UNDERSTANDING OF RELATIONSHIPS AMONG DATABASE OBJECTS

Database objects refer to various structures and components used to organize, store, and manipulate data. These objects play a crucial role in database management systems (DBMS).

KEY CONCEPTS AND TERMINOLOGY

  • Schema: structure or design of the database or database object (table, view, index, stored procedure, trigger) - defines the tables, fields in each table, relationships between fields - a schema will include information on which fields have domains and what those domains are.
  • Data dictionary: catalog or table containing information about the datasets stored in a database.
  • Domain: the range of values for a particular metadata element
  • Attribute domain: enforces data integrity, identify what values are allowed in a field in a feature class.
  • Coded value domain: attribute domain that defines a set of permissible values for an attribute in a geodatabase - it has a code and its equivalent value.
  • Range domain: type of attribute domain that defines the range of permissible values for a numeric attribute.
  • Spatial domain: allowable range for x, y coordinates and for m, z values.
  • Tables: collection of related data held in structured format within a database, contains fields and rows
  • Views: result set of a stored query on the data - users can query - virtual table computed dynamically from data when the view is accessed.
  • Sequences: ordered collection of objects in which repetitions are allowed (finite or infinite) number of elements is the length of the sequence.
  • Synonyms: Alias or alternate name for a table, view, sequence, or other object.
  • Indexes: data structure that improves the speed of data retrieval operations in a database table.
    • Causes more storage space and additional writes.
    • Quickly locate data in the database
    • Indexes can be on multiple columns.
  • Clusters: Can either be:
    • Multiple servers share one storage - this is typically used to handle user load balancing.
    • Databases distributed to different servers using replication - this is typically used if you have multiple users utilizing the same data in different physical locations. There is a master database that the replica databases sync between.
  • Database Links: data stored in a different database but accessible by to the database currently being accessed.
  • Snapshot: state of a system at a particular point in time - can be a backup.
  • Procedure: sometimes referred to as a “stored procedure”, is a subroutine available to applications that access a relational database system (data validation, access control mechanisms).
  • Trigger: procedural code automatically executed in response to certain events on a particular table or view in a database
  • Functions (subroutine): sequence of program instructions that perform a specific task.
  • Package: built from source with one of the available package management systems
  • Non-schema objects: users, roles, contexts, directory objects

SAMPLE QUESTION

Which of the following database objects is used to improve query performance by allowing faster data retrieval?

A) Tables

B) Indexes

C) Views

D) Sequences

Answer: B) Indexes

Explanation: Indexes are database objects that improve query performance by allowing faster data retrieval based on indexed columns. They provide efficient access to specific rows within a table.
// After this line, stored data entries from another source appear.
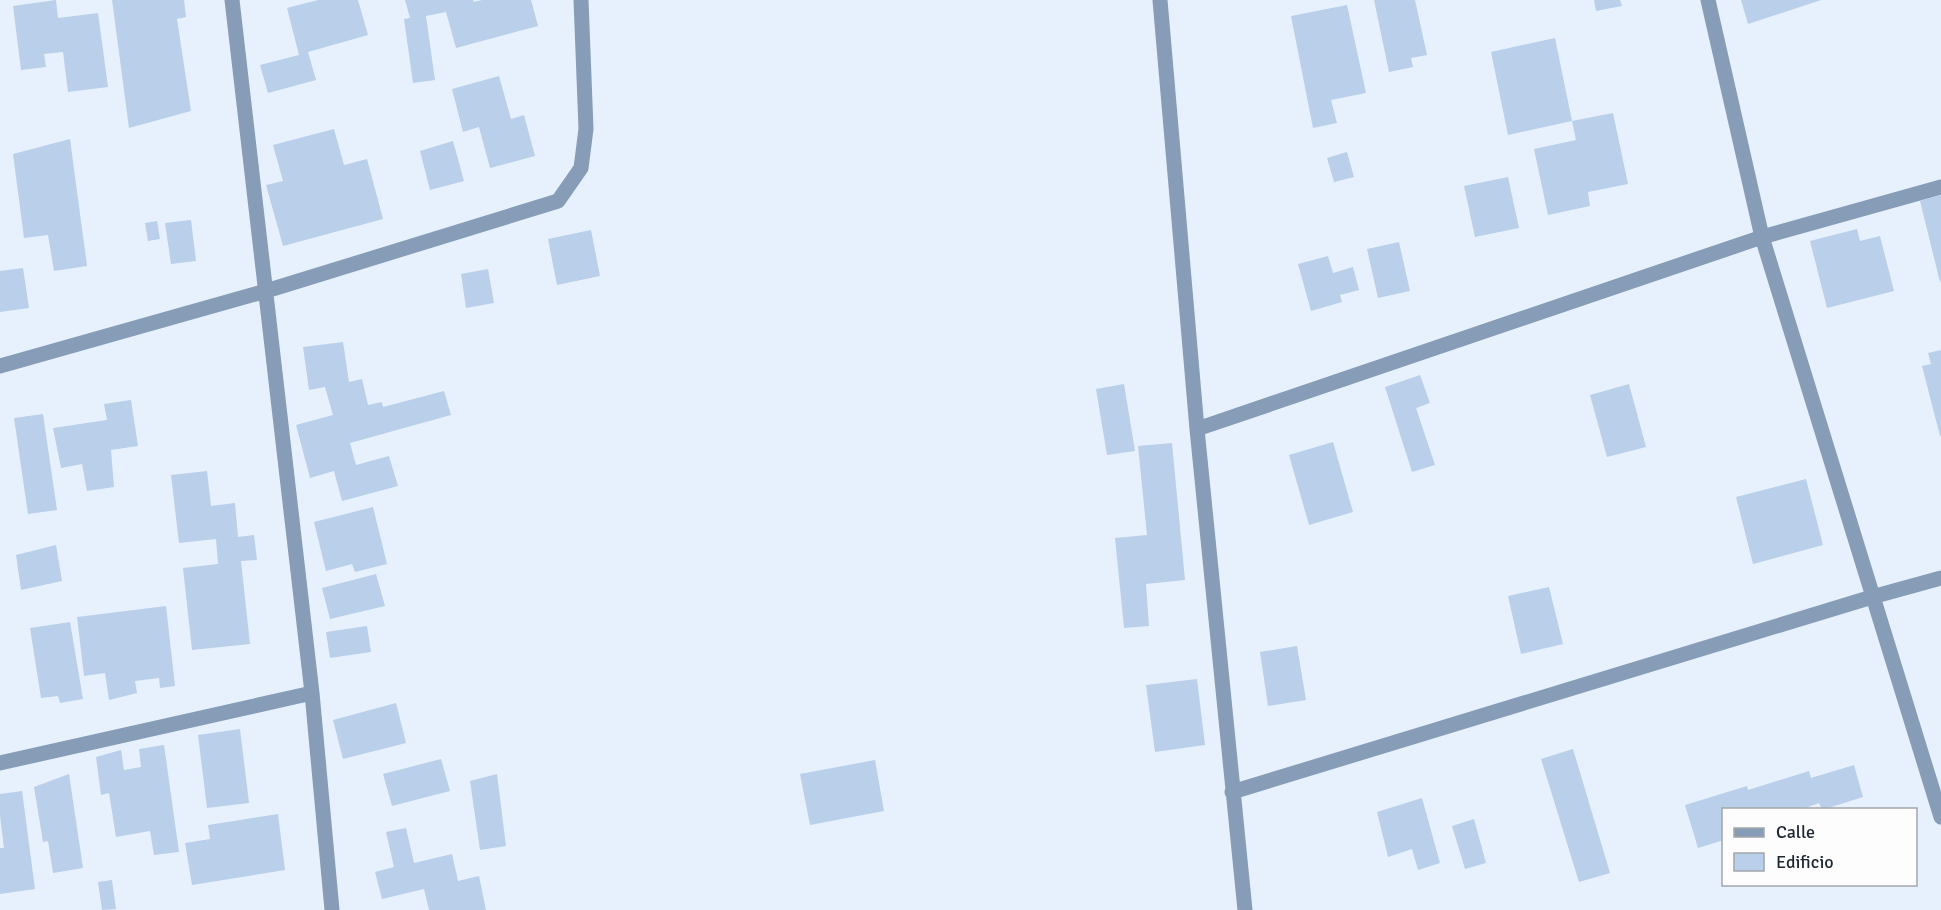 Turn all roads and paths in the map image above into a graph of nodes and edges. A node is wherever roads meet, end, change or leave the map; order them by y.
1 (232, 0) edge
2 (581, 0) edge
3 (1160, 0) edge
4 (1708, 0) edge
5 (1941, 187) edge
6 (1762, 237) junction
7 (266, 291) junction
8 (0, 366) edge
9 (1197, 429) junction
10 (1941, 578) edge
11 (1872, 597) junction
12 (312, 693) junction
13 (0, 763) edge
14 (1232, 792) junction
15 (1941, 817) edge
16 (332, 910) edge
17 (1245, 910) edge

1 - 7 street
2 - 7 street
3 - 9 street
4 - 6 street
5 - 6 street
6 - 9 street
6 - 11 street
7 - 8 street
7 - 12 street
9 - 14 street
10 - 11 street
11 - 14 street
11 - 15 street
12 - 13 street
12 - 16 street
14 - 17 street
UNDERSTANDING OF DATABASE DESIGN

The database design process is significant and involves creating a well-structured and efficient database to store and manage data. This is one of the most important roles of a senior GIS professional as all organizations depend on accurate, reliable, and well performing databases for managing assets, resources and supporting all manner of operations and activities. Generally, the process is outlined as followed:

  1. Determine the Purpose of Your Database
    • Understand the goals and requirements for your database.
    • Consider the users, data sources, and anticipated queries.
  2. Find and Organize the Information Required
    • Gather all the types of information you want to record in the database.
    • Identify the entities (objects or concepts) relevant to your domain.
    • Define the attributes (fields) for each entity.
  3. Divide the Information into Feature Classes and Tables
    • Each feature class or table represents an entity or a relationship between entities.
    • Tables should be normalized to minimize redundancy and improve data integrity.
  4. Specify Primary Keys and Analyze Relationships
    • Choose a primary key for each feature class and table (a unique identifier).
    • Define relationships (one-to-one, one-to-many, many-to-many) between tables.
  5. Design the Feature Classes, Tables and Fields
    • Determine what features need to be captured, stored and what type of geometry is required (points, lines, polygons, images etc.). Will features need to be modeled for different scales?
    • Determine the data types for each field (e.g., text, number, date).
    • Set any constraints (such as required fields or unique values).
    • Identify coded value domains.
  6. Create Views and Indexes
    • Create views to simplify complex queries or restrict access to sensitive data.
    • Define indexes to improve query performance.
  7. Implement Data Integrity and Security Measures
    • Set up constraints (such as foreign keys) to maintain data integrity.
    • Define security rules to control access to data.
    • Determine if versioning is required.
  8. Test and Refine the Design
    • Populate the feature classes, tables with sample data.
    • Test queries, views, and data manipulation operations.
    • Refine the design based on feedback and testing.
  9. Document the Database Design
    • Create a data dictionary describing each table, field, and relationship.
    • Document any business rules or assumptions.
  10. Implement the Database
    • Create the actual database using a Database Management System (DBMS).
    • Set up tables, relationships, views, and indexes.
    • Prepare for backups and disaster recovery.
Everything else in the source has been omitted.